About two weeks ago, my neighbour, friend & colleague Christian del Rosso, invited me to facebook. He must have noticed that I didn’t catch up his earlier linkto Marc Andreesen’s article. So I dutifully signed up not expecting much of it but somewhat curious to find out why facebook was being mentioned a lot lately. I’m already on linkedin and del.icio.us so I thought I was pretty well covered in this web 2.0 thing. Apparently not.

In the past two weeks, I found several people I know that recently created accounts on facebook. Facebook has the notion of networks and groups and I’m in several of those now, all rapidly growing. Finally in the last few days I started exploring facebook a bit more in depth and doing things like updating my profile, exploring other people’s profiles, and finally figuring out that there’s a shitload of cool applications that integrate into facebook. The proverbial penny dropped only a few days ago.

I’m on iLike, mytravelmap and flixster now. Also I have hooked up my blog and del.icio.us to facebook and of course installed the chuck norris fact generator. All very fun toys. The first three I would probably never have signed up for seperately.

The only thing that I don’t like is that openid is not part of facebook. That’s a pitty, because I believe the fully decentralized mash ups enabled by openid are the future. Ultimately, facebook is another vertical and the waiting is just for who will buy these guys (and for how much). It seems that .com bubble 2.0 is now well underway.

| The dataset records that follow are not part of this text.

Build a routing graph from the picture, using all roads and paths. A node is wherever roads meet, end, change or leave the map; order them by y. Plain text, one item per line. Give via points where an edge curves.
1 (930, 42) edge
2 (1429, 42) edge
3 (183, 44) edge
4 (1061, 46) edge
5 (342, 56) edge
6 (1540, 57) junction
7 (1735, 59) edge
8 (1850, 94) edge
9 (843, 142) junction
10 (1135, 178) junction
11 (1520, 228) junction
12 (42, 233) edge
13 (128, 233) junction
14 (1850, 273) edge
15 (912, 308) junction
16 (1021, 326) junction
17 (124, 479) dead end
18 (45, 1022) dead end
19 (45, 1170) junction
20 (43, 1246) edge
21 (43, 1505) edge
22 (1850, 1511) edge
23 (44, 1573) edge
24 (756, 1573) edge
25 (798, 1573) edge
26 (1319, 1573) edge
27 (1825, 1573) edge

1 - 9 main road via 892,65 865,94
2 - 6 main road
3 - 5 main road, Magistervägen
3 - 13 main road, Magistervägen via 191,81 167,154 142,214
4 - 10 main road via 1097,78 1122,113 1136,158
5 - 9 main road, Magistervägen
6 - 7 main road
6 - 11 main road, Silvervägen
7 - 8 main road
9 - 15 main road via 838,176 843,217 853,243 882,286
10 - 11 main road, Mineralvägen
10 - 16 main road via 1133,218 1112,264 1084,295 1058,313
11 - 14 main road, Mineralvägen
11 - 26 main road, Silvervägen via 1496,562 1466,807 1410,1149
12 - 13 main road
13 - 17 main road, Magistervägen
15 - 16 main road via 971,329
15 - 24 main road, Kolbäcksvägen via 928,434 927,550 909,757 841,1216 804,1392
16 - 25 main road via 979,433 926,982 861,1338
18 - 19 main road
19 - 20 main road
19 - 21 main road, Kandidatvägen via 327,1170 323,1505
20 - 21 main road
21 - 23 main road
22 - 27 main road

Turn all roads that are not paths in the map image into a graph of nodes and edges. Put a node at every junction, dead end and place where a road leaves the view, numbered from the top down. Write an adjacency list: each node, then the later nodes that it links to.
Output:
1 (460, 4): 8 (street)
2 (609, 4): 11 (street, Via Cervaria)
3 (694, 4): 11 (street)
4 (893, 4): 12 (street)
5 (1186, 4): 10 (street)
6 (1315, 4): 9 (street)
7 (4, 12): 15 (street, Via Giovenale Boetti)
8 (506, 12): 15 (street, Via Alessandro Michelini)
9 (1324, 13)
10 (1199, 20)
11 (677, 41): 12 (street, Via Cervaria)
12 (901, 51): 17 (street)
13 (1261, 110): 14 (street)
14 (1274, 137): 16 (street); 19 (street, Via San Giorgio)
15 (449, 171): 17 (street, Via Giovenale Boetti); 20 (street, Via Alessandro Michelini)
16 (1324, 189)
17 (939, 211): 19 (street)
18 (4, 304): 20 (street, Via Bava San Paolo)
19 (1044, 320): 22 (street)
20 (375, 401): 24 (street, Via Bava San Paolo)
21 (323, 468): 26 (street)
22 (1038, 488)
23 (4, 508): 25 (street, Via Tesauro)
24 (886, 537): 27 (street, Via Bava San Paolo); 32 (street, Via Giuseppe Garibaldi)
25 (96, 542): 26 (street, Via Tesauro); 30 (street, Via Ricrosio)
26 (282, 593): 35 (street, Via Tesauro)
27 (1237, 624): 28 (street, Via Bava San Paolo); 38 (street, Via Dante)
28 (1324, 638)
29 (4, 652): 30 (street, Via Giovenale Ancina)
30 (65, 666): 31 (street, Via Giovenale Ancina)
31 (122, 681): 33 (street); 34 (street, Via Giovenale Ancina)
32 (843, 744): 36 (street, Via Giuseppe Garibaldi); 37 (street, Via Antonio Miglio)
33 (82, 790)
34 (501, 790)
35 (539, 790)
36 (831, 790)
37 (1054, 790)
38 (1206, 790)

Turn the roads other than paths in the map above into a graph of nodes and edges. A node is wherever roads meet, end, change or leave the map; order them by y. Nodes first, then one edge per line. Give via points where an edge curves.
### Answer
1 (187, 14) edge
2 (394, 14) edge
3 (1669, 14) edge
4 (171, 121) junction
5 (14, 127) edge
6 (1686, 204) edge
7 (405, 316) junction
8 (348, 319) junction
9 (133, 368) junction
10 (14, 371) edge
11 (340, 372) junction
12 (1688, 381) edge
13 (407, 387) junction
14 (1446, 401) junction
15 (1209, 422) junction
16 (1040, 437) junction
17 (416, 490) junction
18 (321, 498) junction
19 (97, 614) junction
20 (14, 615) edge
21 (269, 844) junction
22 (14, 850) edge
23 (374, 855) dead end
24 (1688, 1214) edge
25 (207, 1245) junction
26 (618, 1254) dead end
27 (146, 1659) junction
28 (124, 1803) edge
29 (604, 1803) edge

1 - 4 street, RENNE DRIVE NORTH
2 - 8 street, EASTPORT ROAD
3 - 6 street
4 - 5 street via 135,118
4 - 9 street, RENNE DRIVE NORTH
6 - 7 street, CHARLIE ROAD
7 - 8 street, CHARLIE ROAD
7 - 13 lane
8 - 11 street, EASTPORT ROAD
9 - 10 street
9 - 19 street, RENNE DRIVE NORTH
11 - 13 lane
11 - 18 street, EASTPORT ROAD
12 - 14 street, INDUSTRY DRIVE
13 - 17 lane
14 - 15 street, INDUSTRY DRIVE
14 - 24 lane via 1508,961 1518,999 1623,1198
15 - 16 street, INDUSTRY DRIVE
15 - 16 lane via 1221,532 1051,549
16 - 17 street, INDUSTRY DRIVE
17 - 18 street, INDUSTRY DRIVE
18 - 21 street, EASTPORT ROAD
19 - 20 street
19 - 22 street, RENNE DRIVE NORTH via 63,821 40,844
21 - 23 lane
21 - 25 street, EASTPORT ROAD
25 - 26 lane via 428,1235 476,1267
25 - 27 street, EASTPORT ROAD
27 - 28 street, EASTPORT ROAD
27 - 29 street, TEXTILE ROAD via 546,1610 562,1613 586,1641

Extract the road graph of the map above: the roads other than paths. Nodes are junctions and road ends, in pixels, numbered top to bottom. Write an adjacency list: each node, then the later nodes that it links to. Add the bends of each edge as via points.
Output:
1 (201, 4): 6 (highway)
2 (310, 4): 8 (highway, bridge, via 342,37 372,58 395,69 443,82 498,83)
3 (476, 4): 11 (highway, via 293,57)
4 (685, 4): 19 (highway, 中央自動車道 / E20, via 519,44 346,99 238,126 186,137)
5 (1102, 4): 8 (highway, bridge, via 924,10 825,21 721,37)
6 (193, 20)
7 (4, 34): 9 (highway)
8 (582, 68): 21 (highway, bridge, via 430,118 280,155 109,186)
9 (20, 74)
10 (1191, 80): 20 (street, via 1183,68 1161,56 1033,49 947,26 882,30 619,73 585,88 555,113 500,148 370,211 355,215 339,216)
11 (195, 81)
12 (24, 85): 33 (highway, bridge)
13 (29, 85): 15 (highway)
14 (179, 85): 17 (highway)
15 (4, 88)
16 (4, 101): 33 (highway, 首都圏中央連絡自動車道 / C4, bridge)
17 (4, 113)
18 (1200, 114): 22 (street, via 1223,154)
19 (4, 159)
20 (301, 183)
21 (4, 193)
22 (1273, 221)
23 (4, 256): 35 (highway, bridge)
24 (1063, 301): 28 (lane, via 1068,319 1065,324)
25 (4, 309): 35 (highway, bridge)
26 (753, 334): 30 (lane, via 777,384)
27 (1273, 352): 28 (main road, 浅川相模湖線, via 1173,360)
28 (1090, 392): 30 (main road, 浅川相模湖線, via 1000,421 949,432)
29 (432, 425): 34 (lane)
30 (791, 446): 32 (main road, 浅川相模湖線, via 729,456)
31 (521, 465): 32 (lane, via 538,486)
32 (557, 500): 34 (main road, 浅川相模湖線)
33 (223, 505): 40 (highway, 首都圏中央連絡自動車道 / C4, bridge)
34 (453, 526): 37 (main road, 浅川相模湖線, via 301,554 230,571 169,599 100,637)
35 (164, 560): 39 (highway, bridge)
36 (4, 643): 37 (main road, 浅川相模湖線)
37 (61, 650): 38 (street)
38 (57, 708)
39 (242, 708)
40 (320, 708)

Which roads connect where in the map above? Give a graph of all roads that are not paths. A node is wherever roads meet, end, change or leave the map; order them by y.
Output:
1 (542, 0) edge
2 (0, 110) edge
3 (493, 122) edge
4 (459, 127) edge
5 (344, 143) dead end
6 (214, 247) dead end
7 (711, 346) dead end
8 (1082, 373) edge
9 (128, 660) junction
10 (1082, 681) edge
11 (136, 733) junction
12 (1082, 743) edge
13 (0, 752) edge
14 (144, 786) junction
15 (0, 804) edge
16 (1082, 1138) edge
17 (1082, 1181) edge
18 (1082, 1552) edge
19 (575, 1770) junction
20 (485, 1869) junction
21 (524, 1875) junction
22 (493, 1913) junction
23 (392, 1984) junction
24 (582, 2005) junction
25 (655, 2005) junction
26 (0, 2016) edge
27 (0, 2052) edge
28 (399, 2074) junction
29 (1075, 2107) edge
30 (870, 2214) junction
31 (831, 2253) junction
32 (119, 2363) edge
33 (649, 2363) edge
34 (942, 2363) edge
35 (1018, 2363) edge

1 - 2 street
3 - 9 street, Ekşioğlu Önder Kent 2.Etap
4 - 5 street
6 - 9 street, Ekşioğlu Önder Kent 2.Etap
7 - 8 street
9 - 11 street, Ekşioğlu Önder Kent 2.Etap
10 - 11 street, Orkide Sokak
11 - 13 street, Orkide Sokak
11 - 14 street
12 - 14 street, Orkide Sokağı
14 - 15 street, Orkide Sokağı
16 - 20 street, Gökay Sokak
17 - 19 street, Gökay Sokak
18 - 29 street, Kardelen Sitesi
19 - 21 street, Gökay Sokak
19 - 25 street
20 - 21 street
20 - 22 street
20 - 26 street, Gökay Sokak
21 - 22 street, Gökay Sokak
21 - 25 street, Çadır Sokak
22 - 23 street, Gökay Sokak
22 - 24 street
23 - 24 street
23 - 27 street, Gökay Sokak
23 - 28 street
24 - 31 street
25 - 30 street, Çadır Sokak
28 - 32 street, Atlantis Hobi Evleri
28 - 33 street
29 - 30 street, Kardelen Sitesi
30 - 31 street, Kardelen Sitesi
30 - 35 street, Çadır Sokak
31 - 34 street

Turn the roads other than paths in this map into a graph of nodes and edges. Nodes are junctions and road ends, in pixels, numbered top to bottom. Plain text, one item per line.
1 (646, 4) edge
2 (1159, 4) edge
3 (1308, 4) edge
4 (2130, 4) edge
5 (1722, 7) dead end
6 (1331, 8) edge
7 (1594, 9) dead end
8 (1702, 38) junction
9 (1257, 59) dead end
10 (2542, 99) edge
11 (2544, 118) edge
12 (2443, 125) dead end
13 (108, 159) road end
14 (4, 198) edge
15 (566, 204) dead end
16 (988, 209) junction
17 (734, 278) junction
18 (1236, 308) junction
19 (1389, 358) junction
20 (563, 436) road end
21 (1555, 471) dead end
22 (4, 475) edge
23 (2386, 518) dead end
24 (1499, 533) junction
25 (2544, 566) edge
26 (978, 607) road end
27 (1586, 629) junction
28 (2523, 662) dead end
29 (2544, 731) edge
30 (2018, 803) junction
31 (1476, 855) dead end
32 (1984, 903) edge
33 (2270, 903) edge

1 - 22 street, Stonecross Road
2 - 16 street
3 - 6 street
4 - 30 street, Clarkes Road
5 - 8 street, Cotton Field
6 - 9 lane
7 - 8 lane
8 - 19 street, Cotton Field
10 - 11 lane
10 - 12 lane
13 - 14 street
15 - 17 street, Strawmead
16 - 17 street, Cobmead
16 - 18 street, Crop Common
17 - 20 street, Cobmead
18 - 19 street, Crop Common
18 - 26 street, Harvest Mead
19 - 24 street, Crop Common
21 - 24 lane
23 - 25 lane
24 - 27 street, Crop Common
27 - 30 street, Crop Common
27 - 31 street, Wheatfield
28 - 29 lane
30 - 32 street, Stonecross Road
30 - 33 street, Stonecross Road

It would seem from the above that facebook is perfect. Of course it isn’t. I’ve encountered many issues so far: performance problems; parts of the site not working; strange errors and failing ajax stuff. Also I noticed that the entire thing seems to be written in php. That could give rise to some worries related to e.g. security and scalability. Opening it up to basically anybody who cares to develop 3rd party stuff does not exactly make it better.